Induces apoptosis by p53 dependent alkylating activity.
Induces durable DNA damage with rapid cell death via apoptosis and mitotic catastrophe.
Cross links single and double-stranded DNA and is active in both quiescent and dividing cells.
Has more pronounced and long-lasting DNA damaging abilities than other alkylating agents.
Has alkylating properties similar to the nitrogen mustard family, such as cyclophosphamide, chlorambucil and melphalan.
Inhibits DNA, RNA and protein synthesis.
Specifically inhibits the suppression of genes involved in DNA repair and mitotic checkpoints.

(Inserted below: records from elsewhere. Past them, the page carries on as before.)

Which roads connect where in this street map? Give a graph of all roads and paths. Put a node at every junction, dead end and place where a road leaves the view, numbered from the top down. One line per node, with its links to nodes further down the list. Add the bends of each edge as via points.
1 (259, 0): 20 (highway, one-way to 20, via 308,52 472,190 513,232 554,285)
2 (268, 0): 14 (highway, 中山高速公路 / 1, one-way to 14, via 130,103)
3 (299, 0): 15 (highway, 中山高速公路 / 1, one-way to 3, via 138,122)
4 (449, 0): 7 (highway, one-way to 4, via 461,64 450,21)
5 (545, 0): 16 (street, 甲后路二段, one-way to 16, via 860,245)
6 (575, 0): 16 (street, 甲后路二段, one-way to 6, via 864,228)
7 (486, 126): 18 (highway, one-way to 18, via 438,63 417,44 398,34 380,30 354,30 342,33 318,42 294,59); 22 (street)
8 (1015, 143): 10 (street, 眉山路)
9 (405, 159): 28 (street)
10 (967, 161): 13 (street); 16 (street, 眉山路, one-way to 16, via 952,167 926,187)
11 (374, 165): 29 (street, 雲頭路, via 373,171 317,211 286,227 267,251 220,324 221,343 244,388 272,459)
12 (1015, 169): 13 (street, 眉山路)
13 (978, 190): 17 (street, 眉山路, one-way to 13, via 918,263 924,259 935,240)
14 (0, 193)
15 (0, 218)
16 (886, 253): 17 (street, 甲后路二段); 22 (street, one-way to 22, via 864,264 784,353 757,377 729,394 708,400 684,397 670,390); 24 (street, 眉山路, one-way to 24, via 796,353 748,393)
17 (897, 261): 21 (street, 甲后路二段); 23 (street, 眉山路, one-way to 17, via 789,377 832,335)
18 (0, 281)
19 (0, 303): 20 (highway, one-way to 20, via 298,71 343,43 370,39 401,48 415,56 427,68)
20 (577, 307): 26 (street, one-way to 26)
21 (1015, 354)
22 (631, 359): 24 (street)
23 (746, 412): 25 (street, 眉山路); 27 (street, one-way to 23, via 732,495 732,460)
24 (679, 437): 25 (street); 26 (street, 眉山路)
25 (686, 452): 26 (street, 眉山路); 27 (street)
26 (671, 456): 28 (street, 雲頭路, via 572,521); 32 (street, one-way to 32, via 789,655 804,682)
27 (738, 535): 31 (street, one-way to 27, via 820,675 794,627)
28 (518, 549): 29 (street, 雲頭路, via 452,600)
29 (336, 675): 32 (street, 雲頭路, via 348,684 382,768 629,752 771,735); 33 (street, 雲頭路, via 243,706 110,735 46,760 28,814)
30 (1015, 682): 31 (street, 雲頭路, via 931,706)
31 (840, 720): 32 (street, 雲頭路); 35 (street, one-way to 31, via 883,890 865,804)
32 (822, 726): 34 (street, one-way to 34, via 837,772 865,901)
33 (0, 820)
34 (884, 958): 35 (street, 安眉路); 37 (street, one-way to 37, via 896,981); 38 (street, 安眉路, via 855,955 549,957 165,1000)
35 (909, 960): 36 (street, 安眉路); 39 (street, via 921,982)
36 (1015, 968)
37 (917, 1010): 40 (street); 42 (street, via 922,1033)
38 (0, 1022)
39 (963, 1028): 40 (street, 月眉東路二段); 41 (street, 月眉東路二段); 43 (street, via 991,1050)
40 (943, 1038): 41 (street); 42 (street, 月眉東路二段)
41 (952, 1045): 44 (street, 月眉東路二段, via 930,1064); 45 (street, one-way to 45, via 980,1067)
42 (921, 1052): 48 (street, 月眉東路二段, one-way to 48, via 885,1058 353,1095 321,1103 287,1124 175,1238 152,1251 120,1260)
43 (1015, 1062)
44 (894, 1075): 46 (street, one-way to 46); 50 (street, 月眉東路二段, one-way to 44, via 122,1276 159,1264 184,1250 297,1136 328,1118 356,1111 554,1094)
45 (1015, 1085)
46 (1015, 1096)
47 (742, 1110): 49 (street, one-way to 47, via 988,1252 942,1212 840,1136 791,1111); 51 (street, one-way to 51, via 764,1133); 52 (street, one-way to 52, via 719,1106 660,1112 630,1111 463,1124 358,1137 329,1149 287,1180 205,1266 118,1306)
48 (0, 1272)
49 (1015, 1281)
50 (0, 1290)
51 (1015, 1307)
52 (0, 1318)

Downregulates mitotic checkpoints accounting for its anti tumor activity in resistant and refractory disease.
Contains a nitrogen mustard group to act as an alkylating agent, a purine like benzimidazole ring as a purine analogue and an alkane carboxylic acid allowing water solubility.

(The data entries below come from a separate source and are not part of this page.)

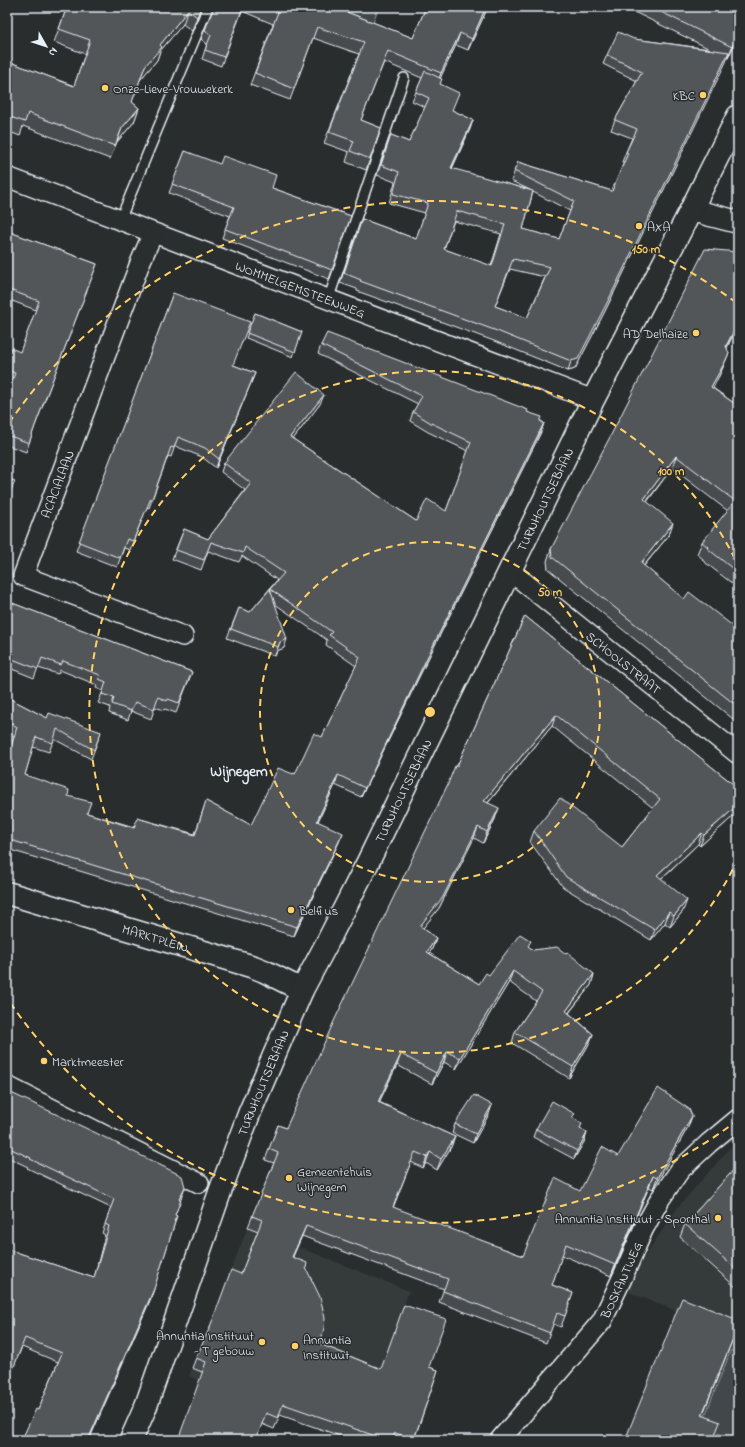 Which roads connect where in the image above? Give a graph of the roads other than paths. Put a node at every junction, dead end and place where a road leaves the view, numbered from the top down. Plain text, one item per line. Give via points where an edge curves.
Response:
1 (208, 7) edge
2 (404, 78) dead end
3 (738, 116) edge
4 (7, 177) edge
5 (691, 210) junction
6 (120, 220) junction
7 (738, 222) edge
8 (153, 233) junction
9 (328, 300) junction
10 (593, 400) junction
11 (510, 571) junction
12 (183, 636) dead end
13 (738, 754) edge
14 (7, 893) edge
15 (302, 990) junction
16 (7, 1086) edge
17 (738, 1119) edge
18 (199, 1184) dead end
19 (131, 1440) edge
20 (500, 1440) edge

1 - 6 lane
2 - 9 lane
3 - 5 main road, TURNHOUTSEBAAN
4 - 6 street, WOMMELGEMSTEENWEG
5 - 7 main road
5 - 10 main road, TURNHOUTSEBAAN
6 - 8 street, WOMMELGEMSTEENWEG
8 - 9 street, WOMMELGEMSTEENWEG
8 - 12 street, ACACIALAAN via 23,576
9 - 10 street, WOMMELGEMSTEENWEG
10 - 11 main road, TURNHOUTSEBAAN
11 - 13 street, SCHOOLSTRAAT
11 - 15 main road, TURNHOUTSEBAAN
14 - 15 main road, MARKTPLEIN via 264,971
15 - 19 main road, TURNHOUTSEBAAN via 249,1114 146,1406
16 - 18 street
17 - 20 street, BOSKANTWEG via 708,1142 680,1170 643,1230 602,1321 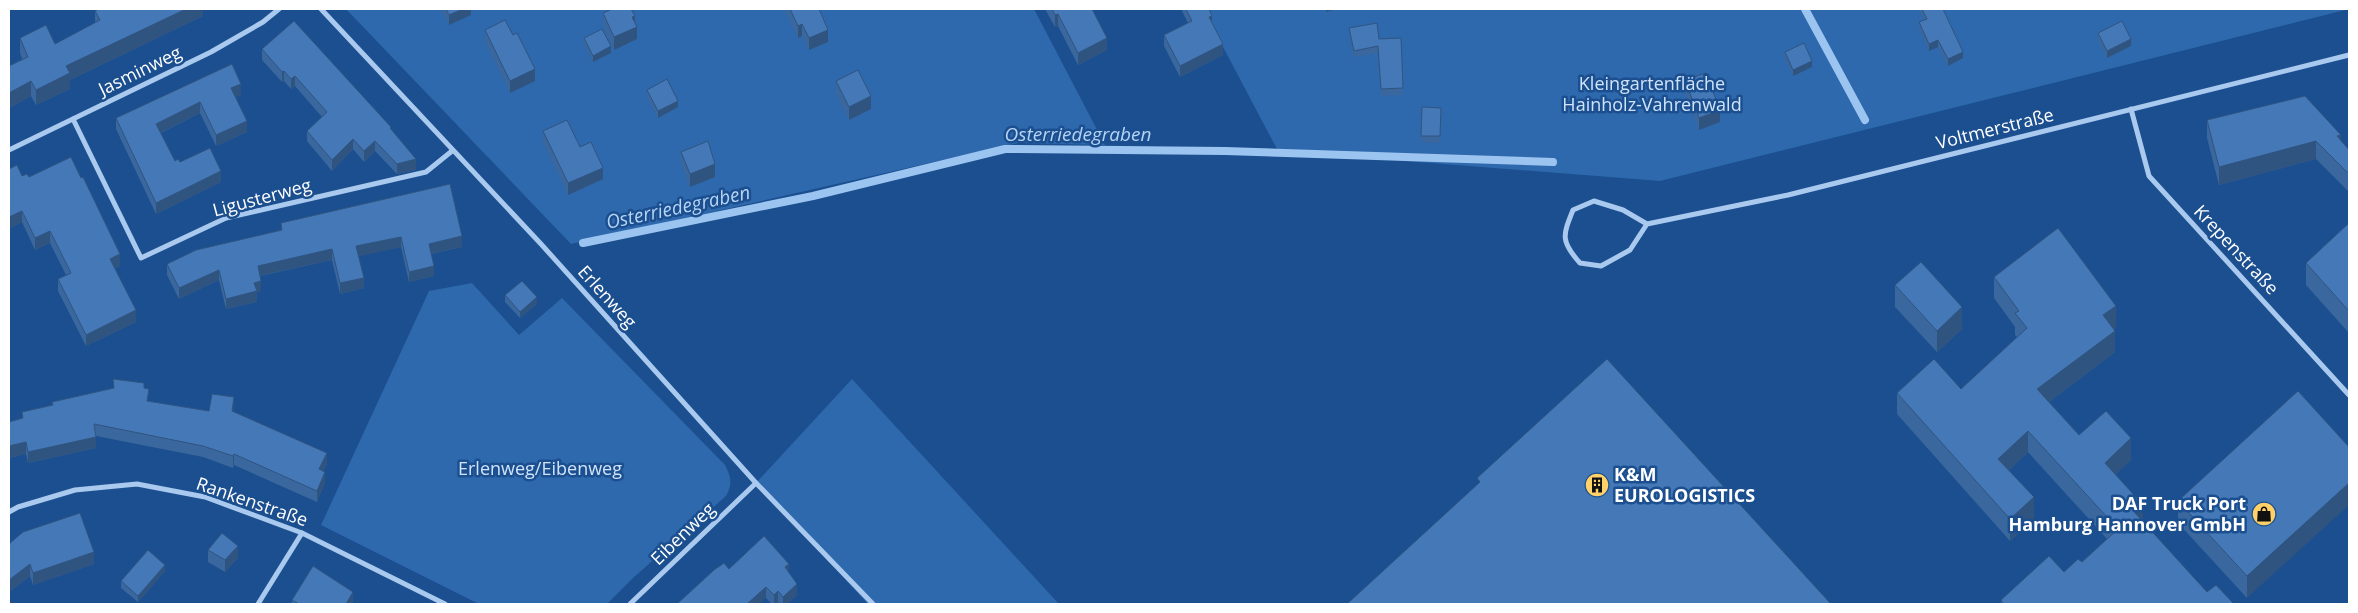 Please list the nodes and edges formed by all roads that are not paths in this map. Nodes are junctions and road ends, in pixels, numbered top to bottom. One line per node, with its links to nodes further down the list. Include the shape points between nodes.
1 (279, 9): 5 (street, Jasminweg, via 211,52)
2 (321, 9): 7 (street, Erlenweg)
3 (2349, 55): 4 (street, Voltmerstraße)
4 (2131, 109): 8 (street, Voltmerstraße, via 1788,195); 9 (street, Krepenstraße, via 2149,176)
5 (73, 119): 6 (street, Jasminweg); 7 (street, Ligusterweg, via 140,258 226,218 426,172)
6 (9, 150)
7 (452, 150): 10 (street, Erlenweg)
8 (1647, 224): 8 (street, via 1623,210 1594,201 1573,210 1564,233 1569,251 1580,263 1601,266 1630,250)
9 (2349, 395)
10 (756, 483): 15 (street, Eibenweg); 16 (street, Erlenweg)
11 (9, 512): 12 (street, Rankenstraße, via 75,490 137,484 205,497)
12 (302, 533): 13 (street); 14 (street, Rankenstraße)
13 (258, 604)
14 (445, 604)
15 (630, 604)
16 (873, 604)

Benefits include water solubility, higher potency than other nitrogen mustard agents and less toxicity than other alkylating drugs.
Associated with a low rate of DNA repair associated with DNA damage induced by this agent compared to other alkylating agents.
Has only partial cross resistance with other alkylating agents.
Retains activity in cancer cells that are resistant to conventional alkylating agents.
Induces apoptosis and induces cell death via an alternative mechanism, mitotic catastrophe, which occurs in cells that enter mitosis with significant DNA damage and in cells that lack p53nor capases.
Retained activity even in the absence of a functional apoptotic pathway.
Approved for treatment of CLL and indolent non-Hodgkin’s lymphoma refractory to rituximab.
In phase II/III studies in advanced refractory, relapsed or progressive indolent lymphomas or mantle cell lymphoma had an overall response rate of 73-83% and a complete remission rate of 11-18%.
In untreated patients with indolent B cell lymphoma rituximab and bendamustine is equivalent to R-CHOP.
In a phase III study of Bendamustine plus Rituximab vs R-CHOP in patients with newly diagnosed stage III/IV indolent lymphoma or mantle cell lymphoma: After median of 45 months of followup median progression free survival was 69.5% vs 31.2%.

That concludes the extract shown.